*** Data for the task ***

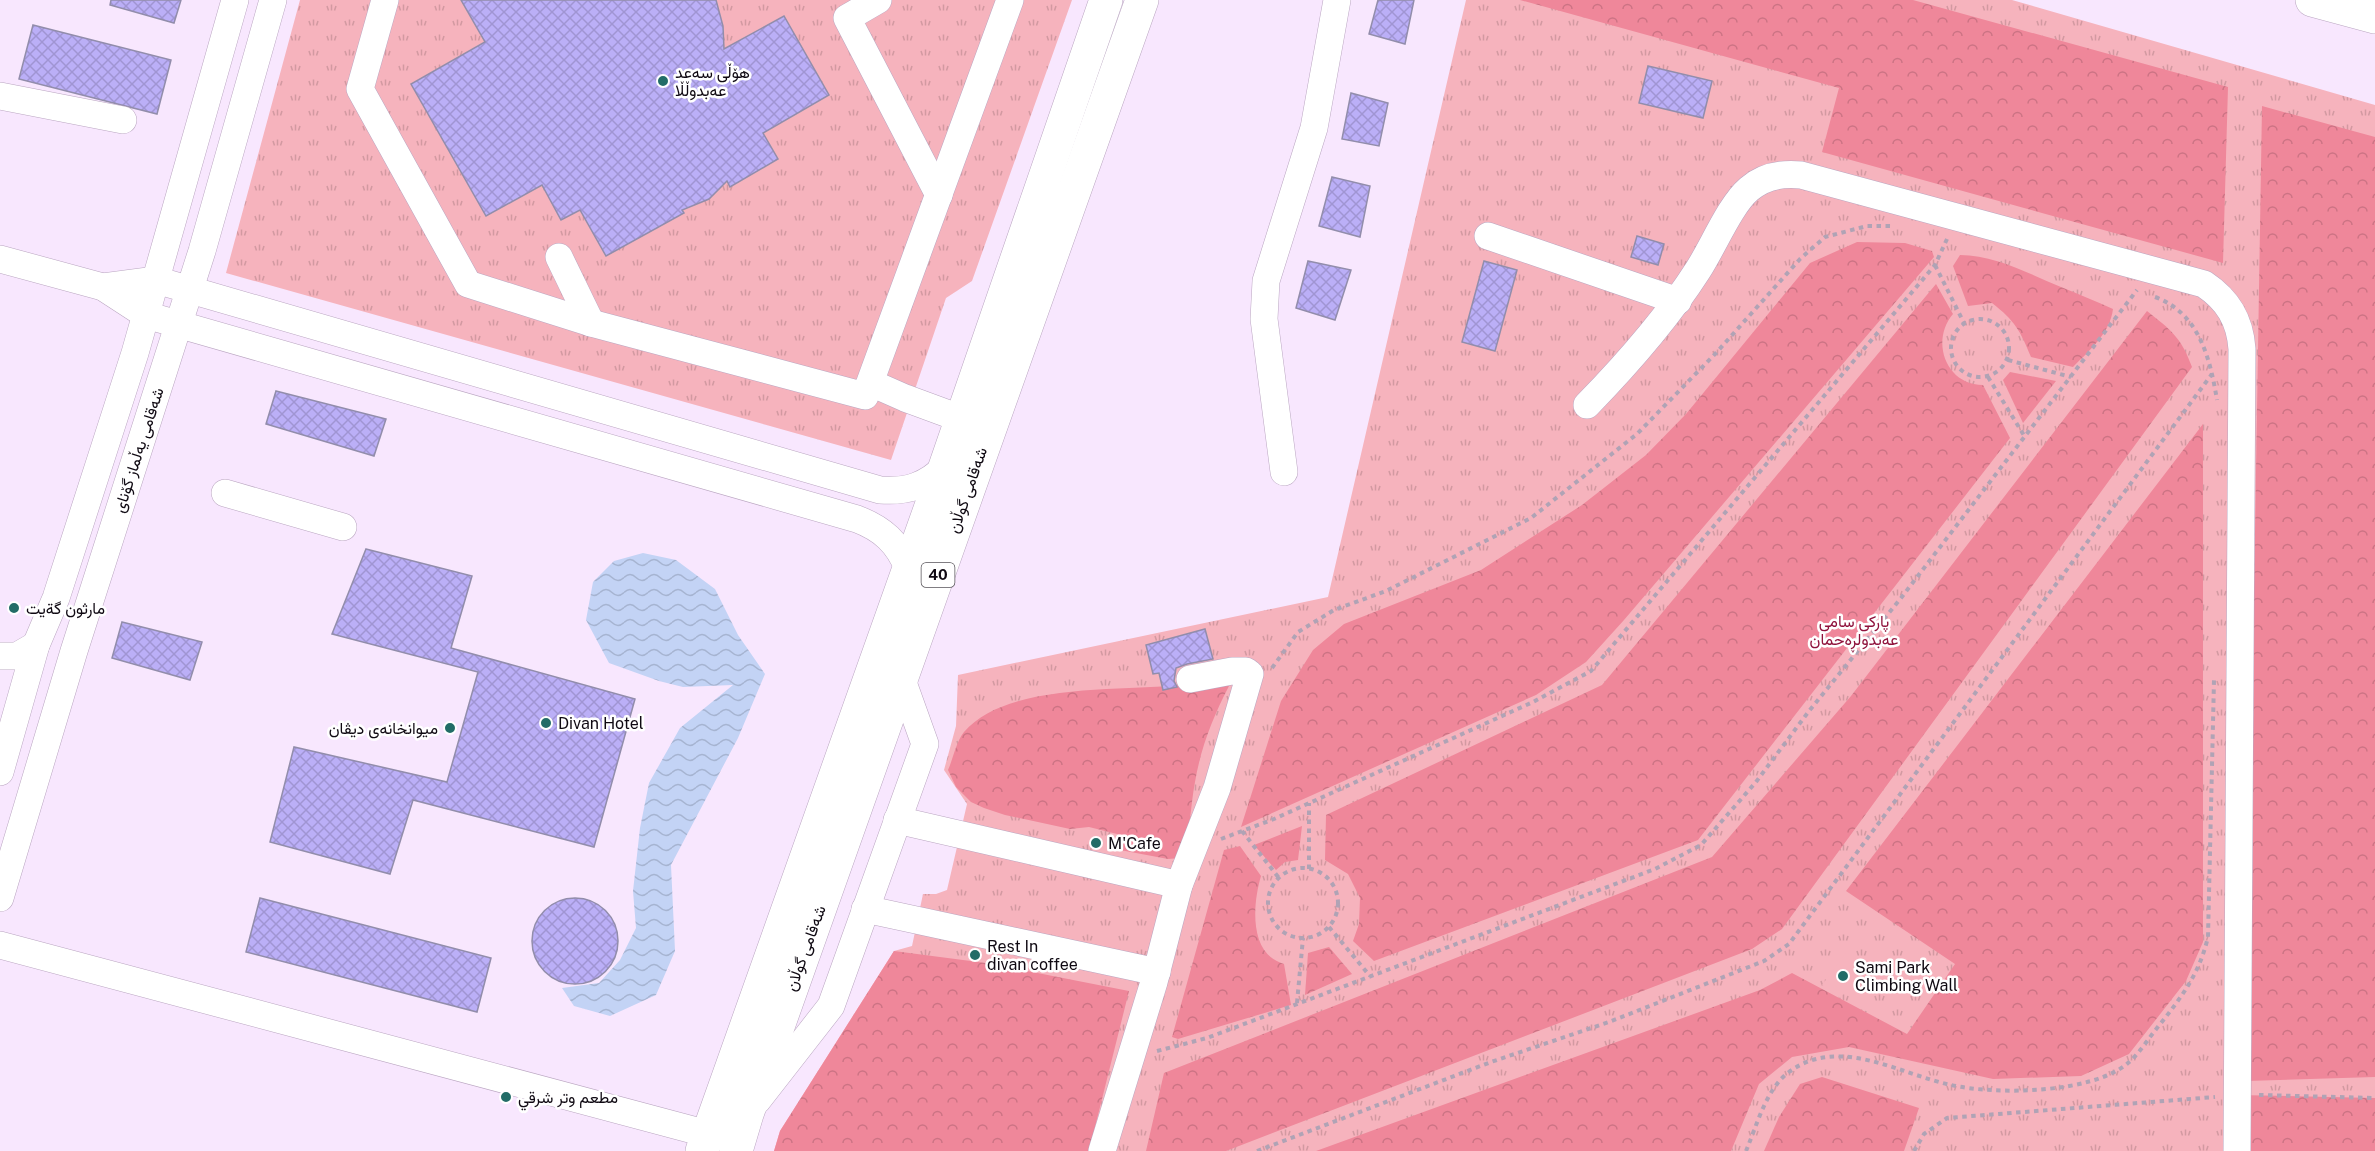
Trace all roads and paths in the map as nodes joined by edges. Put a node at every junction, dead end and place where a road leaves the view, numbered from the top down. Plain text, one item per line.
1 (235, 0) edge
2 (273, 0) edge
3 (386, 0) edge
4 (879, 0) edge
5 (1010, 0) edge
6 (1106, 0) edge
7 (1142, 0) edge
8 (1337, 0) edge
9 (2312, 0) edge
10 (2375, 18) edge
11 (0, 96) edge
12 (123, 120) dead end
13 (939, 195) junction
14 (1895, 225) dead end
15 (1488, 236) dead end
16 (1937, 236) dead end
17 (1947, 238) junction
18 (1959, 241) dead end
19 (559, 257) dead end
20 (0, 259) edge
21 (1935, 265) junction
22 (156, 280) junction
23 (103, 287) junction
24 (2129, 288) dead end
25 (190, 290) junction
26 (2137, 290) junction
27 (1678, 301) junction
28 (146, 315) junction
29 (591, 323) junction
30 (1964, 323) junction
31 (179, 324) junction
32 (2008, 360) junction
33 (2213, 374) junction
34 (1988, 377) junction
35 (2071, 377) junction
36 (871, 383) junction
37 (1587, 405) dead end
38 (2218, 407) dead end
39 (962, 419) junction
40 (2025, 437) junction
41 (945, 467) junction
42 (1284, 472) dead end
43 (866, 486) junction
44 (225, 493) dead end
45 (857, 519) junction
46 (343, 527) dead end
47 (908, 568) junction
48 (36, 645) junction
49 (0, 656) edge
50 (1271, 670) dead end
51 (2215, 670) dead end
52 (901, 677) junction
53 (1190, 679) dead end
54 (0, 708) edge
55 (4, 760) edge
56 (1309, 803) junction
57 (897, 820) junction
58 (1223, 828) dead end
59 (1242, 831) junction
60 (1220, 839) junction
61 (1217, 849) dead end
62 (1309, 869) junction
63 (818, 870) junction
64 (1279, 878) junction
65 (1179, 885) junction
66 (0, 898) edge
67 (866, 909) junction
68 (1329, 927) junction
69 (1303, 938) junction
70 (0, 945) edge
71 (1156, 972) junction
72 (1370, 976) junction
73 (1297, 1004) junction
74 (1157, 1041) dead end
75 (2238, 1095) junction
76 (2375, 1098) edge
77 (747, 1113) junction
78 (715, 1145) edge
79 (1102, 1151) edge
80 (1257, 1151) edge
81 (1746, 1151) edge
82 (1914, 1151) edge
83 (2237, 1151) edge

1 - 22 street, شەقامی یەڵماز گۆنای
2 - 25 street, شەقامی یەڵماز گۆنای
3 - 29 street
4 - 13 street
5 - 13 street
6 - 39 main road, شەقامی گوڵان / 40
7 - 52 main road, شەقامی گوڵان / 40
8 - 42 street
9 - 10 main road
11 - 12 street
13 - 36 street
14 - 50 path
15 - 27 street
16 - 17 path
17 - 18 path
17 - 21 path
19 - 29 street
20 - 23 street
21 - 30 path
21 - 56 path
22 - 23 street
22 - 25 street
22 - 28 street, شەقامی یەڵماز گۆنای
23 - 28 street
24 - 26 path
25 - 31 street, شەقامی یەڵماز گۆنای
25 - 43 street
26 - 33 path
26 - 35 path
27 - 37 street
27 - 75 street
28 - 31 street
28 - 48 street, شەقامی یەڵماز گۆنای
29 - 36 street
30 - 32 path
30 - 34 path
31 - 45 street
31 - 66 street, شەقامی یەڵماز گۆنای
32 - 34 path
32 - 35 path
33 - 38 path
33 - 80 path
34 - 40 path
35 - 40 path
36 - 39 street
39 - 41 main road, شەقامی گوڵان / 40
40 - 72 path
41 - 43 street
41 - 47 main road, شەقامی گوڵان / 40
43 - 45 street
44 - 46 street
45 - 47 street
47 - 63 main road, شەقامی گوڵان / 40
48 - 49 street
48 - 55 street, شەقامی یەڵماز گۆنای
51 - 81 path
52 - 57 street
52 - 63 main road, شەقامی گوڵان / 40
53 - 65 street
54 - 55 street
56 - 59 path
56 - 62 path
57 - 65 street
57 - 67 street
58 - 60 path
59 - 60 path
59 - 64 path
60 - 61 path
62 - 64 path
62 - 68 path
63 - 77 main road, شەقامی گوڵان / 40
63 - 78 main road, شەقامی گوڵان / 40
64 - 69 path
65 - 71 street
67 - 71 street
67 - 77 street
68 - 69 path
68 - 72 path
69 - 73 path
70 - 78 street
71 - 79 street
72 - 73 path
73 - 74 path
75 - 76 path
75 - 82 path
75 - 83 street
77 - 78 main road, شەقامی گوڵان / 40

***

### Task brief:
Every line of the listing above is to be repeated exactly, with its pictures left out.

### Answer section:
Trace all roads and paths in the map as nodes joined by edges. Put a node at every junction, dead end and place where a road leaves the view, numbered from the top down. Plain text, one item per line.
1 (235, 0) edge
2 (273, 0) edge
3 (386, 0) edge
4 (879, 0) edge
5 (1010, 0) edge
6 (1106, 0) edge
7 (1142, 0) edge
8 (1337, 0) edge
9 (2312, 0) edge
10 (2375, 18) edge
11 (0, 96) edge
12 (123, 120) dead end
13 (939, 195) junction
14 (1895, 225) dead end
15 (1488, 236) dead end
16 (1937, 236) dead end
17 (1947, 238) junction
18 (1959, 241) dead end
19 (559, 257) dead end
20 (0, 259) edge
21 (1935, 265) junction
22 (156, 280) junction
23 (103, 287) junction
24 (2129, 288) dead end
25 (190, 290) junction
26 (2137, 290) junction
27 (1678, 301) junction
28 (146, 315) junction
29 (591, 323) junction
30 (1964, 323) junction
31 (179, 324) junction
32 (2008, 360) junction
33 (2213, 374) junction
34 (1988, 377) junction
35 (2071, 377) junction
36 (871, 383) junction
37 (1587, 405) dead end
38 (2218, 407) dead end
39 (962, 419) junction
40 (2025, 437) junction
41 (945, 467) junction
42 (1284, 472) dead end
43 (866, 486) junction
44 (225, 493) dead end
45 (857, 519) junction
46 (343, 527) dead end
47 (908, 568) junction
48 (36, 645) junction
49 (0, 656) edge
50 (1271, 670) dead end
51 (2215, 670) dead end
52 (901, 677) junction
53 (1190, 679) dead end
54 (0, 708) edge
55 (4, 760) edge
56 (1309, 803) junction
57 (897, 820) junction
58 (1223, 828) dead end
59 (1242, 831) junction
60 (1220, 839) junction
61 (1217, 849) dead end
62 (1309, 869) junction
63 (818, 870) junction
64 (1279, 878) junction
65 (1179, 885) junction
66 (0, 898) edge
67 (866, 909) junction
68 (1329, 927) junction
69 (1303, 938) junction
70 (0, 945) edge
71 (1156, 972) junction
72 (1370, 976) junction
73 (1297, 1004) junction
74 (1157, 1041) dead end
75 (2238, 1095) junction
76 (2375, 1098) edge
77 (747, 1113) junction
78 (715, 1145) edge
79 (1102, 1151) edge
80 (1257, 1151) edge
81 (1746, 1151) edge
82 (1914, 1151) edge
83 (2237, 1151) edge

1 - 22 street, شەقامی یەڵماز گۆنای
2 - 25 street, شەقامی یەڵماز گۆنای
3 - 29 street
4 - 13 street
5 - 13 street
6 - 39 main road, شەقامی گوڵان / 40
7 - 52 main road, شەقامی گوڵان / 40
8 - 42 street
9 - 10 main road
11 - 12 street
13 - 36 street
14 - 50 path
15 - 27 street
16 - 17 path
17 - 18 path
17 - 21 path
19 - 29 street
20 - 23 street
21 - 30 path
21 - 56 path
22 - 23 street
22 - 25 street
22 - 28 street, شەقامی یەڵماز گۆنای
23 - 28 street
24 - 26 path
25 - 31 street, شەقامی یەڵماز گۆنای
25 - 43 street
26 - 33 path
26 - 35 path
27 - 37 street
27 - 75 street
28 - 31 street
28 - 48 street, شەقامی یەڵماز گۆنای
29 - 36 street
30 - 32 path
30 - 34 path
31 - 45 street
31 - 66 street, شەقامی یەڵماز گۆنای
32 - 34 path
32 - 35 path
33 - 38 path
33 - 80 path
34 - 40 path
35 - 40 path
36 - 39 street
39 - 41 main road, شەقامی گوڵان / 40
40 - 72 path
41 - 43 street
41 - 47 main road, شەقامی گوڵان / 40
43 - 45 street
44 - 46 street
45 - 47 street
47 - 63 main road, شەقامی گوڵان / 40
48 - 49 street
48 - 55 street, شەقامی یەڵماز گۆنای
51 - 81 path
52 - 57 street
52 - 63 main road, شەقامی گوڵان / 40
53 - 65 street
54 - 55 street
56 - 59 path
56 - 62 path
57 - 65 street
57 - 67 street
58 - 60 path
59 - 60 path
59 - 64 path
60 - 61 path
62 - 64 path
62 - 68 path
63 - 77 main road, شەقامی گوڵان / 40
63 - 78 main road, شەقامی گوڵان / 40
64 - 69 path
65 - 71 street
67 - 71 street
67 - 77 street
68 - 69 path
68 - 72 path
69 - 73 path
70 - 78 street
71 - 79 street
72 - 73 path
73 - 74 path
75 - 76 path
75 - 82 path
75 - 83 street
77 - 78 main road, شەقامی گوڵان / 40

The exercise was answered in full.